In experimental studies, sex hormones have been shown to affect gender-specific immune responses. Male sex hormones are deleterious whereas female hormones are protective [24, 12]. Hormonal status is not evaluated in most clinical studies. To define pre- versus postmenopausal by using a cutoff age of 50 years is inaccurate. Furthermore, the percentage of postmenopausal females on hormone replacement therapy is not defined. According to Hersh and colleagues [13], an estimated 21% of US women take hormone replacement medication. This should be taken into consideration when analyzing gender-specific outcomes in critically ill patients. Failure to measure hormone plasma levels significantly limits most clinical studies investigating gender differences. In summary, the prevailing hormonal milieu, and not gender, dictates immune and cardio vascular depression or maintenance following injury.

Different immune responses to various disease entities have been shown in experimental and clinical studies Trauma and sepsis severity is known to affect pathophysiological mechanisms [24, 12]. In the present study, diseases were categorized into five groups (acute coronary syndrome, CABG surgery, sepsis, trauma, and COPD exacerbation). Within those categories severity was based on APACHE (Acute Physiology and Chronic Health Evaluation) score. Specific scoring systems (that is, ISS for trauma) were not mentioned, possibly limiting the conclusiveness of the data.

In clinical conditions (in contrast to experimental conditions), genetic background and comorbidities vary between critically ill patients, certainly affecting outcome. In the present study, chronic health conditions (that is, AIDS, cirrhosis, hepatic failure, lymphoma and leukemia, and tumors with metastases) were registered. Potentially relevant comorbidities (for example, diabetes) were not included.

Long-term medication as well as ICU medication (that is, heparin, cyclooxgenase inhibitors, steroids, and immunesuppressants) may alter immune responses and should be considered potential confounders. In this study, however, only immunosuppressants were registered.

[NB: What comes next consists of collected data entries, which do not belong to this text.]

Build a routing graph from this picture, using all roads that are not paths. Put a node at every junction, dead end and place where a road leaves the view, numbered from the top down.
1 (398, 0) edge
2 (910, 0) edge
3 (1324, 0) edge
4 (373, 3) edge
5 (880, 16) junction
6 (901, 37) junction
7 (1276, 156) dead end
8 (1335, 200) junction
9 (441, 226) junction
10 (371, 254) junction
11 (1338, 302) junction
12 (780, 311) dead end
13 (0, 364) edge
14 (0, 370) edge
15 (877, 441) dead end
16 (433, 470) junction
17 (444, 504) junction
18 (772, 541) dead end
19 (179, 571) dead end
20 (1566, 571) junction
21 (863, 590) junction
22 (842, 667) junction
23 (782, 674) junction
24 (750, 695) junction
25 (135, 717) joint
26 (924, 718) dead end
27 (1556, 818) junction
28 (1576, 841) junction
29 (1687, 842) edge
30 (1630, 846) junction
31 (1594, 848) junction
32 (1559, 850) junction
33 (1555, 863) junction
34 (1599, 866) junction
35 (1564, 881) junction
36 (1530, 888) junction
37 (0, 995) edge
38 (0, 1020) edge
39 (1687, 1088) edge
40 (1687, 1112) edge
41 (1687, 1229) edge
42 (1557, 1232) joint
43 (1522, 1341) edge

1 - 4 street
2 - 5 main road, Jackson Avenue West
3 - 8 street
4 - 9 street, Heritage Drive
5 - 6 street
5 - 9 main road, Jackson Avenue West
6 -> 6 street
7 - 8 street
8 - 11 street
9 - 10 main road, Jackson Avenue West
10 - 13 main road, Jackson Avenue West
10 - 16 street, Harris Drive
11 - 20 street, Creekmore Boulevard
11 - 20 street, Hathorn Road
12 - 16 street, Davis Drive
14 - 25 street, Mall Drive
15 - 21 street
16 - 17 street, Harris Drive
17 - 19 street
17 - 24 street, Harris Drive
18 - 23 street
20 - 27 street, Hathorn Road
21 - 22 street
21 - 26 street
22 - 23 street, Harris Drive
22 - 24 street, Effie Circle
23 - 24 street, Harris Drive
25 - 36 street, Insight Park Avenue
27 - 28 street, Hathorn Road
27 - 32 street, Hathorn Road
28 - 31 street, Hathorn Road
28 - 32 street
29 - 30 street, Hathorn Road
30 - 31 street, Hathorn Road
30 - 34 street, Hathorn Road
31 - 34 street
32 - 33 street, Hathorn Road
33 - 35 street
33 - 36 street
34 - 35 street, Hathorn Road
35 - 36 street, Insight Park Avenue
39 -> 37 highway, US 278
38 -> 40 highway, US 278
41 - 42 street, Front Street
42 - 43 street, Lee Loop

Most studies investigating gender-specific outcome and mortality are retrospective, involving data from large registries. Despite enrolling huge numbers of patients, those studies are subject to limitations and constraints. There is no control over comprehensiveness or detail of data recorded, and information important for gender analysis (that is, hormone plasma levels, state of the estrus cycle, and pre- versus postmenopausal status) is not documented. To enhance data relevance, consideration of those potential confounders would require prospective registration of gender-specific parameters.

Because clinical studies suggest that females require less ICU treatment in comparison with males [14], incorporating ICU patients may reflect a selection bias of females with reduced prognosis in comparison with the overall female population. It is also important to consider age and hormonal status when investigating outcome in critically ill patients. Specifically designed prospective studies are required to better define the exact role of gender and sex hormones in the clinical arena. Female gender itself cannot be considered a protective factor in critically ill patients. Continued research into potential sex hormone-based differences may close the gap between bench and bedside and ultimately promote therapeutic interventions to improve outcomes in males and females. In this respect, individualized estrogen treatment should be based on actual hormonal status immediately after injury.